Saved entries —

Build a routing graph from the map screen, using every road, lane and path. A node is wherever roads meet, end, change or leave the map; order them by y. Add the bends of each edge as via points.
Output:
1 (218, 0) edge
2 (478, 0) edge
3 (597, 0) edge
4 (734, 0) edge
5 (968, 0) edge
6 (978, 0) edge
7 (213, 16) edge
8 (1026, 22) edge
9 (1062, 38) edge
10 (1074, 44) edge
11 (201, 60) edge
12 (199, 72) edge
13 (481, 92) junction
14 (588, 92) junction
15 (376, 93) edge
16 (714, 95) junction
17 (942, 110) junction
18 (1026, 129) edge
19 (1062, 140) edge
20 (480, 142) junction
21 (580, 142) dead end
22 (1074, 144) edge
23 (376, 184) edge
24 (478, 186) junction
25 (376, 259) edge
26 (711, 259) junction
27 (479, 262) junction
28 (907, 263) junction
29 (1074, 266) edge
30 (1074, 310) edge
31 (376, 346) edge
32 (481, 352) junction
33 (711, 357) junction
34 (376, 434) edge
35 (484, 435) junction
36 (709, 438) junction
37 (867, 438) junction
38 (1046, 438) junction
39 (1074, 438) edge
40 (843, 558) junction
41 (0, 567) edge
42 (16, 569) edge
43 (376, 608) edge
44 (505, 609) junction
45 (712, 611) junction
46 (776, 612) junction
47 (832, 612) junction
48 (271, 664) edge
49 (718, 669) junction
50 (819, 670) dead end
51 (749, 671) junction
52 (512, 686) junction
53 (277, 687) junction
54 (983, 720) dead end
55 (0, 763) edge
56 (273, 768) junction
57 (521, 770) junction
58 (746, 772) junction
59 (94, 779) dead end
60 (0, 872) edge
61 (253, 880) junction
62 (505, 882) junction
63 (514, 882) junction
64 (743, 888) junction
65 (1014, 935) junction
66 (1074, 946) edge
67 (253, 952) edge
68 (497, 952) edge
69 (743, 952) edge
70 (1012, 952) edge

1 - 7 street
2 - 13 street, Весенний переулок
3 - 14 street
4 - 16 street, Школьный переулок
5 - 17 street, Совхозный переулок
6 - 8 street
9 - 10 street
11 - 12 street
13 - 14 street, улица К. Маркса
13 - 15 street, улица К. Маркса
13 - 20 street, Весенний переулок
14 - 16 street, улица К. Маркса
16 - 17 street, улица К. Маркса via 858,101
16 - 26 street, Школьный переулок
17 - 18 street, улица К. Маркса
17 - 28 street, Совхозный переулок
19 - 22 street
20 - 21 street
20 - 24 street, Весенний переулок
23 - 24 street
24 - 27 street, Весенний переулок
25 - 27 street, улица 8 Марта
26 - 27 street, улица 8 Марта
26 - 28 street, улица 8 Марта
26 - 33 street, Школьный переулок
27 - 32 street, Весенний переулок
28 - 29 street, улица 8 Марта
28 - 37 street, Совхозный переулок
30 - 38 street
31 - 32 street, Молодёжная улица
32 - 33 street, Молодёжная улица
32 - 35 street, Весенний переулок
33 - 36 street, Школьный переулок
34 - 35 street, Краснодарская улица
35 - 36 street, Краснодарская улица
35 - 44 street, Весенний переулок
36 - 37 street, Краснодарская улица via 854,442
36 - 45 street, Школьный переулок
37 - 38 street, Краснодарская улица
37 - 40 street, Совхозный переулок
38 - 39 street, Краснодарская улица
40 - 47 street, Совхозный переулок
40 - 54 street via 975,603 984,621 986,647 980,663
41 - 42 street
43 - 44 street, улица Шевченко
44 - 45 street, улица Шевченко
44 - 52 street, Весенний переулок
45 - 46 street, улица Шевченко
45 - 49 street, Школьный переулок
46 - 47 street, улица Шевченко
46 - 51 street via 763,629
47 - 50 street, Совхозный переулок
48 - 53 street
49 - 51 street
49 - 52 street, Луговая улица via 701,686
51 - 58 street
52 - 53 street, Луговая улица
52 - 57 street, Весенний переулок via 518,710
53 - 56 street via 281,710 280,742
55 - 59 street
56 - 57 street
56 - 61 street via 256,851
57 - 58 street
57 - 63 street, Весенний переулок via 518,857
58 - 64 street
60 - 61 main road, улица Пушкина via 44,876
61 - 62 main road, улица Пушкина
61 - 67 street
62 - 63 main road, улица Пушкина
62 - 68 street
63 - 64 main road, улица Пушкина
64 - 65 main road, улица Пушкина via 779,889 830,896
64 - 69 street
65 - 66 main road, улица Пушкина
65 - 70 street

WHAT IS BEING ASKED — Each line of the records above must be copied exactly.

ANSWER FOR THIS EXERCISE —
Build a routing graph from the map screen, using every road, lane and path. A node is wherever roads meet, end, change or leave the map; order them by y. Add the bends of each edge as via points.
Output:
1 (218, 0) edge
2 (478, 0) edge
3 (597, 0) edge
4 (734, 0) edge
5 (968, 0) edge
6 (978, 0) edge
7 (213, 16) edge
8 (1026, 22) edge
9 (1062, 38) edge
10 (1074, 44) edge
11 (201, 60) edge
12 (199, 72) edge
13 (481, 92) junction
14 (588, 92) junction
15 (376, 93) edge
16 (714, 95) junction
17 (942, 110) junction
18 (1026, 129) edge
19 (1062, 140) edge
20 (480, 142) junction
21 (580, 142) dead end
22 (1074, 144) edge
23 (376, 184) edge
24 (478, 186) junction
25 (376, 259) edge
26 (711, 259) junction
27 (479, 262) junction
28 (907, 263) junction
29 (1074, 266) edge
30 (1074, 310) edge
31 (376, 346) edge
32 (481, 352) junction
33 (711, 357) junction
34 (376, 434) edge
35 (484, 435) junction
36 (709, 438) junction
37 (867, 438) junction
38 (1046, 438) junction
39 (1074, 438) edge
40 (843, 558) junction
41 (0, 567) edge
42 (16, 569) edge
43 (376, 608) edge
44 (505, 609) junction
45 (712, 611) junction
46 (776, 612) junction
47 (832, 612) junction
48 (271, 664) edge
49 (718, 669) junction
50 (819, 670) dead end
51 (749, 671) junction
52 (512, 686) junction
53 (277, 687) junction
54 (983, 720) dead end
55 (0, 763) edge
56 (273, 768) junction
57 (521, 770) junction
58 (746, 772) junction
59 (94, 779) dead end
60 (0, 872) edge
61 (253, 880) junction
62 (505, 882) junction
63 (514, 882) junction
64 (743, 888) junction
65 (1014, 935) junction
66 (1074, 946) edge
67 (253, 952) edge
68 (497, 952) edge
69 (743, 952) edge
70 (1012, 952) edge

1 - 7 street
2 - 13 street, Весенний переулок
3 - 14 street
4 - 16 street, Школьный переулок
5 - 17 street, Совхозный переулок
6 - 8 street
9 - 10 street
11 - 12 street
13 - 14 street, улица К. Маркса
13 - 15 street, улица К. Маркса
13 - 20 street, Весенний переулок
14 - 16 street, улица К. Маркса
16 - 17 street, улица К. Маркса via 858,101
16 - 26 street, Школьный переулок
17 - 18 street, улица К. Маркса
17 - 28 street, Совхозный переулок
19 - 22 street
20 - 21 street
20 - 24 street, Весенний переулок
23 - 24 street
24 - 27 street, Весенний переулок
25 - 27 street, улица 8 Марта
26 - 27 street, улица 8 Марта
26 - 28 street, улица 8 Марта
26 - 33 street, Школьный переулок
27 - 32 street, Весенний переулок
28 - 29 street, улица 8 Марта
28 - 37 street, Совхозный переулок
30 - 38 street
31 - 32 street, Молодёжная улица
32 - 33 street, Молодёжная улица
32 - 35 street, Весенний переулок
33 - 36 street, Школьный переулок
34 - 35 street, Краснодарская улица
35 - 36 street, Краснодарская улица
35 - 44 street, Весенний переулок
36 - 37 street, Краснодарская улица via 854,442
36 - 45 street, Школьный переулок
37 - 38 street, Краснодарская улица
37 - 40 street, Совхозный переулок
38 - 39 street, Краснодарская улица
40 - 47 street, Совхозный переулок
40 - 54 street via 975,603 984,621 986,647 980,663
41 - 42 street
43 - 44 street, улица Шевченко
44 - 45 street, улица Шевченко
44 - 52 street, Весенний переулок
45 - 46 street, улица Шевченко
45 - 49 street, Школьный переулок
46 - 47 street, улица Шевченко
46 - 51 street via 763,629
47 - 50 street, Совхозный переулок
48 - 53 street
49 - 51 street
49 - 52 street, Луговая улица via 701,686
51 - 58 street
52 - 53 street, Луговая улица
52 - 57 street, Весенний переулок via 518,710
53 - 56 street via 281,710 280,742
55 - 59 street
56 - 57 street
56 - 61 street via 256,851
57 - 58 street
57 - 63 street, Весенний переулок via 518,857
58 - 64 street
60 - 61 main road, улица Пушкина via 44,876
61 - 62 main road, улица Пушкина
61 - 67 street
62 - 63 main road, улица Пушкина
62 - 68 street
63 - 64 main road, улица Пушкина
64 - 65 main road, улица Пушкина via 779,889 830,896
64 - 69 street
65 - 66 main road, улица Пушкина
65 - 70 street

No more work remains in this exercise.